=== RECORDS PROVIDED ===
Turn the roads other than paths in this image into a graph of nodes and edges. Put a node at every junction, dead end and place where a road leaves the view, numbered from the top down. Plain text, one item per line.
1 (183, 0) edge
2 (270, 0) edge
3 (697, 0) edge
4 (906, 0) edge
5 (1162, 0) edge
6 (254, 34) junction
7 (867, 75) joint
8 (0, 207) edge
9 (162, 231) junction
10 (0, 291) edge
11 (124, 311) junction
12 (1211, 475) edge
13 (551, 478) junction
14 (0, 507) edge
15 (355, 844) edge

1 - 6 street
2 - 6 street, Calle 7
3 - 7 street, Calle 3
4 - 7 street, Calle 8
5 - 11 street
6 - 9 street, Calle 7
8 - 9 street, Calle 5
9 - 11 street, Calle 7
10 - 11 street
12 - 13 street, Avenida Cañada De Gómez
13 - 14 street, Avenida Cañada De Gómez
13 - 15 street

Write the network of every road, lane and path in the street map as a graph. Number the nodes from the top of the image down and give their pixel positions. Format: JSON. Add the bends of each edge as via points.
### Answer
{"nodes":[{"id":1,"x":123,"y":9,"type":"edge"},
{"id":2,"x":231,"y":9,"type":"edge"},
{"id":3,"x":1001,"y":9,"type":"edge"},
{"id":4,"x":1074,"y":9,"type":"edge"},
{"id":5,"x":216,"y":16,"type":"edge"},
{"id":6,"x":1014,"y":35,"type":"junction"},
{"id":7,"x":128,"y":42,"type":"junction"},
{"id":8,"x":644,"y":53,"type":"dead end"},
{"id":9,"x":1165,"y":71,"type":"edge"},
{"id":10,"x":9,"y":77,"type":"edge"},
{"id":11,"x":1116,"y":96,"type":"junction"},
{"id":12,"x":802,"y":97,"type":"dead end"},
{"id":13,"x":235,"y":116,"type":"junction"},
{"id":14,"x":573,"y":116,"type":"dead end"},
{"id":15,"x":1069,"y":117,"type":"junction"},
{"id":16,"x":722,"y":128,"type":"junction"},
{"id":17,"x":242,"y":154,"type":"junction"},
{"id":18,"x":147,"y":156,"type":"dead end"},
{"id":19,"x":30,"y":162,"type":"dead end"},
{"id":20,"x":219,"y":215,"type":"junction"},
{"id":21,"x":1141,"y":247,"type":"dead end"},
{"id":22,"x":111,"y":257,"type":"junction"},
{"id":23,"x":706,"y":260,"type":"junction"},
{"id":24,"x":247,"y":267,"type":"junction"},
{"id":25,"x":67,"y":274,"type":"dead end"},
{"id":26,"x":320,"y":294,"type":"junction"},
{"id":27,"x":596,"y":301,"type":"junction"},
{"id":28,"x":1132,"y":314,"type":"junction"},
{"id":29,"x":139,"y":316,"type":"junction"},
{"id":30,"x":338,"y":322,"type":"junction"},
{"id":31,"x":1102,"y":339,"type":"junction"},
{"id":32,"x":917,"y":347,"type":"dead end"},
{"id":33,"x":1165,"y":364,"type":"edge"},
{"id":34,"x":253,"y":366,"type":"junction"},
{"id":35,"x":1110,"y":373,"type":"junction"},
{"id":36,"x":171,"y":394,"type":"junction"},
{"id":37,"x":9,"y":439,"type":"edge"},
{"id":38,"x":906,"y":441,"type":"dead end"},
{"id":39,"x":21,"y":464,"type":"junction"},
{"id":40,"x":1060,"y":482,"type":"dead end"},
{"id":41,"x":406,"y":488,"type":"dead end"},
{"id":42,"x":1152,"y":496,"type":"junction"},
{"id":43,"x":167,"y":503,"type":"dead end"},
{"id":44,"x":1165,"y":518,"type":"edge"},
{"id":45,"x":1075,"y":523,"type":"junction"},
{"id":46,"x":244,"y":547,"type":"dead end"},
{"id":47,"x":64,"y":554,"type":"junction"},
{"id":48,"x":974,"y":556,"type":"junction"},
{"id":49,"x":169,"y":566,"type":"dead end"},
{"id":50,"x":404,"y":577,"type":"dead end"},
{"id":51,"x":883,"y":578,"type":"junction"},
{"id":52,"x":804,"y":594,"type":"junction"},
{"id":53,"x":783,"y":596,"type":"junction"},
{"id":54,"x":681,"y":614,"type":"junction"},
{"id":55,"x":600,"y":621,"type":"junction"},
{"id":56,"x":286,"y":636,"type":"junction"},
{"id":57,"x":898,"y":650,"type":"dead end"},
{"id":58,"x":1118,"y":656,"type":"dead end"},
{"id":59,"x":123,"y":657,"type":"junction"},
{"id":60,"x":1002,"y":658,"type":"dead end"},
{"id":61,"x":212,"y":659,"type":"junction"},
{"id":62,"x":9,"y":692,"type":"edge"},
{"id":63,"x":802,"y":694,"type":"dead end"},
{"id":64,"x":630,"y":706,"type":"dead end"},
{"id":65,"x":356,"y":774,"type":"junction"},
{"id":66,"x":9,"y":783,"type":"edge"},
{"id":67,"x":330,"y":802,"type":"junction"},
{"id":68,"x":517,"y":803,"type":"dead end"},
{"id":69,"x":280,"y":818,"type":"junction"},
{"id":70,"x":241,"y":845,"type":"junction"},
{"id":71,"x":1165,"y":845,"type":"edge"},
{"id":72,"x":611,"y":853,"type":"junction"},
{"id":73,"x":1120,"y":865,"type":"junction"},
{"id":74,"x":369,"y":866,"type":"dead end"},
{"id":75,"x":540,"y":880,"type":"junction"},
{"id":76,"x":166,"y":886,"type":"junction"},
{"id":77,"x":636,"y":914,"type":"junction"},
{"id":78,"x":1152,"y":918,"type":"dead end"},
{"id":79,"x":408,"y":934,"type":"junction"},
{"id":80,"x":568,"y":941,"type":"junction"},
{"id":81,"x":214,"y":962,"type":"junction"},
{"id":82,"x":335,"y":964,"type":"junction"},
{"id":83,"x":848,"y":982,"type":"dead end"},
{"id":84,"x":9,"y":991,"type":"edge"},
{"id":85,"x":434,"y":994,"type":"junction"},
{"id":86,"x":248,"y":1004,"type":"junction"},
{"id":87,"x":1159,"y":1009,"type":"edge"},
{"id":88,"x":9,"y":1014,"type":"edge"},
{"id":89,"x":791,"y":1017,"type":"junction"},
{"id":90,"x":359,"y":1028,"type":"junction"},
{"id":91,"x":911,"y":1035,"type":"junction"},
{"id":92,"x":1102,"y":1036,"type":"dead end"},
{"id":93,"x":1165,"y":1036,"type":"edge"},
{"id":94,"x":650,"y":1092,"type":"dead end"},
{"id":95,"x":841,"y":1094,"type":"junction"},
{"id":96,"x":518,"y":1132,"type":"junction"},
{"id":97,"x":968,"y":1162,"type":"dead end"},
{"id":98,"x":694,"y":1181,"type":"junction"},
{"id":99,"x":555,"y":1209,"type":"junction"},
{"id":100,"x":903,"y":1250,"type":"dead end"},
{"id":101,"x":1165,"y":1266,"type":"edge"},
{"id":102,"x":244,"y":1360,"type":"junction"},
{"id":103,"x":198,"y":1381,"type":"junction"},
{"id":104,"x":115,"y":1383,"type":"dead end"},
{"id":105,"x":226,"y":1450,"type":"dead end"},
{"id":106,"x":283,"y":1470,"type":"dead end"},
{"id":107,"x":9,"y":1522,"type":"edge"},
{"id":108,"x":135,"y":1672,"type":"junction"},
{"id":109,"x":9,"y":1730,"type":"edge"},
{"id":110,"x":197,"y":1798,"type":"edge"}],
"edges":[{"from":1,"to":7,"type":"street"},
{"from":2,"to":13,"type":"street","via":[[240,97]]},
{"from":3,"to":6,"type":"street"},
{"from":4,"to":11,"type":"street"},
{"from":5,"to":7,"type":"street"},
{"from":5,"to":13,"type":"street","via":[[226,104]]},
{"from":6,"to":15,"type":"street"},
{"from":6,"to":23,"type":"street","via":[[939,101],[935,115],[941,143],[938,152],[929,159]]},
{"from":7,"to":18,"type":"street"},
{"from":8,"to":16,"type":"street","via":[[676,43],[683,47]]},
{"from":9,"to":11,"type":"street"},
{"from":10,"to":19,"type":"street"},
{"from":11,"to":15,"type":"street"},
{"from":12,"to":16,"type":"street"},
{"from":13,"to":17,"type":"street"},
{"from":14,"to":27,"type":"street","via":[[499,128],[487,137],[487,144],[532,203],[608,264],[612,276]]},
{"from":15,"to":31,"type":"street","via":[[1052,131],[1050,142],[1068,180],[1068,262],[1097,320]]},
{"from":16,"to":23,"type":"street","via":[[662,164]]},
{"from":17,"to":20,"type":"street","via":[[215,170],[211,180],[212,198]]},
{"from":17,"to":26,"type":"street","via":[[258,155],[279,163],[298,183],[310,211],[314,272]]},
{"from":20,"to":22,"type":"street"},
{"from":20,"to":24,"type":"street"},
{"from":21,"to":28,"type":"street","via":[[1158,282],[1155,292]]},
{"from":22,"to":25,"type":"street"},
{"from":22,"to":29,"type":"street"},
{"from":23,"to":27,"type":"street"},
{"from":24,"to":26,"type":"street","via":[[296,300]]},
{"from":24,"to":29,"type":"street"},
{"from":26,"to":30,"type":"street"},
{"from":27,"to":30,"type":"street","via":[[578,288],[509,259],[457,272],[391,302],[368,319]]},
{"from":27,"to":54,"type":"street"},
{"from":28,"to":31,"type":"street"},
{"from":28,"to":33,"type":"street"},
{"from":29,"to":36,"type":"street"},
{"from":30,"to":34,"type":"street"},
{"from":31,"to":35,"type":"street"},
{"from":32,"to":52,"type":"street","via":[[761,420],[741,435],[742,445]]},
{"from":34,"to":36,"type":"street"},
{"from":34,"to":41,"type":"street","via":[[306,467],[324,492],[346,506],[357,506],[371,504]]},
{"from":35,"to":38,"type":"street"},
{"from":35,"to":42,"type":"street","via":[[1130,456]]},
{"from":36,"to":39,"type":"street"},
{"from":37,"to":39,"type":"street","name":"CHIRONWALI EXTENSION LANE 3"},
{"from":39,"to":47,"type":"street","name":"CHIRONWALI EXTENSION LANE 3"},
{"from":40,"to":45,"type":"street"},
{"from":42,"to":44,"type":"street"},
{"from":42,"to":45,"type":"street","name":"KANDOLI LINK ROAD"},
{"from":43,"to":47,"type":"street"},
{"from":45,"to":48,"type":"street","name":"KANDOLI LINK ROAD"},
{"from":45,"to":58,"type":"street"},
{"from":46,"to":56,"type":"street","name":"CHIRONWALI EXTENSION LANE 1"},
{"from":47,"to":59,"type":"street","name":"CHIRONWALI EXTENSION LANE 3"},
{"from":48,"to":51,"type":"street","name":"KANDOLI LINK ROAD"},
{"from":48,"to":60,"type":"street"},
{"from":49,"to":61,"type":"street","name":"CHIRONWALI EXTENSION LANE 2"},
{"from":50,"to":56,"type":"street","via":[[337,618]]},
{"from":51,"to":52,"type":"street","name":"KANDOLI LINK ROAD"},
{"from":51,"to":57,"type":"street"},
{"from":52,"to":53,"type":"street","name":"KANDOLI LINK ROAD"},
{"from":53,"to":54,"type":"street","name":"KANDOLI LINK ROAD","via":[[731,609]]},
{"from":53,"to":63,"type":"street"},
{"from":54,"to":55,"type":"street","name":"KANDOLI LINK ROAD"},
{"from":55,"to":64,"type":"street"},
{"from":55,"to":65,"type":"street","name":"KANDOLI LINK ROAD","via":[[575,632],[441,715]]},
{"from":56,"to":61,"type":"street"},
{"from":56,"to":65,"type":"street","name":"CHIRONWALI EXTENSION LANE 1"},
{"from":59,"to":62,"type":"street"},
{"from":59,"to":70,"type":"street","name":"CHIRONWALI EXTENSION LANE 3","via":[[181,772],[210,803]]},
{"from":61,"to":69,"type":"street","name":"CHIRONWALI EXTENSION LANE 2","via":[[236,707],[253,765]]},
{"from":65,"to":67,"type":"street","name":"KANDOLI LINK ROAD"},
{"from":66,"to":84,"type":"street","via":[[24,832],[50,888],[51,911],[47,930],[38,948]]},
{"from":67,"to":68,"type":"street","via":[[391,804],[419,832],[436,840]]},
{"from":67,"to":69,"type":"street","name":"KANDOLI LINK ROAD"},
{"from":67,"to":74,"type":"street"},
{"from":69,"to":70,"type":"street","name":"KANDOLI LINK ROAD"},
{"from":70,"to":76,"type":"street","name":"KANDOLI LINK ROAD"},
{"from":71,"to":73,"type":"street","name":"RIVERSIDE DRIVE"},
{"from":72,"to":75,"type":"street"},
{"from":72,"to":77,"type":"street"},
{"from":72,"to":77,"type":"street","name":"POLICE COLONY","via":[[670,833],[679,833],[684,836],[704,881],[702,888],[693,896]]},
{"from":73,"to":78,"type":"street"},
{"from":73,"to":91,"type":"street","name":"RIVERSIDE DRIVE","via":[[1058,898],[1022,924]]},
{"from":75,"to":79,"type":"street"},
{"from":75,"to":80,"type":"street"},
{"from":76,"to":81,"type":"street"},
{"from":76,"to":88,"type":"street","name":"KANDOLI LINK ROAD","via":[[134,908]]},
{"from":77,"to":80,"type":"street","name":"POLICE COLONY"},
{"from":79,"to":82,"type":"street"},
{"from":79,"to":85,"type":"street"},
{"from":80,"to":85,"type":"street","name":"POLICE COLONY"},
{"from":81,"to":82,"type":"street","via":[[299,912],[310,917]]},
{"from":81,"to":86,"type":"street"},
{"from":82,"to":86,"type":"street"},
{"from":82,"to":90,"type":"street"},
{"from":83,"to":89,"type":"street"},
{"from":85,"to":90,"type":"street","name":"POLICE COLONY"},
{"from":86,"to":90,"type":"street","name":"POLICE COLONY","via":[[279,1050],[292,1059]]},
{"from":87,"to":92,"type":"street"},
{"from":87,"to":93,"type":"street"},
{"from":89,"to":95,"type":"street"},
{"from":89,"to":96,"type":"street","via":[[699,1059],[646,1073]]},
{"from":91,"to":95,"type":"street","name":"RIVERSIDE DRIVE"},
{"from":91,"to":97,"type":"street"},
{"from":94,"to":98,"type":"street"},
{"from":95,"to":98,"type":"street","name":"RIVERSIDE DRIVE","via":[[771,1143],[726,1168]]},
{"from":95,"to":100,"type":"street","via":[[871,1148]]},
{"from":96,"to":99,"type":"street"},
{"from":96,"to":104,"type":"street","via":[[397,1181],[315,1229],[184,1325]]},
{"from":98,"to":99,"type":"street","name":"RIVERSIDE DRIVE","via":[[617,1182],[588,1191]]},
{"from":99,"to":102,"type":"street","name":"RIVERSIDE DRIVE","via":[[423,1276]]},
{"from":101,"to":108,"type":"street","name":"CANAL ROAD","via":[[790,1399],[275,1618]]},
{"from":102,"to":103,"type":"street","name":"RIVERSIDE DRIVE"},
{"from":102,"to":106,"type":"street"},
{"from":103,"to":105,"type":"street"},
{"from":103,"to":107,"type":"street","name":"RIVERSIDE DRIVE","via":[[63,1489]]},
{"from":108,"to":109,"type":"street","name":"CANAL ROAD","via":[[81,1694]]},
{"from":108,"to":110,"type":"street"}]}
===
EXERCISE DIRECTIONS ▸ Going through the data above, state how many lines include the word "edges"; only that number is needed.

RESULT OF THIS TASK ▸ 2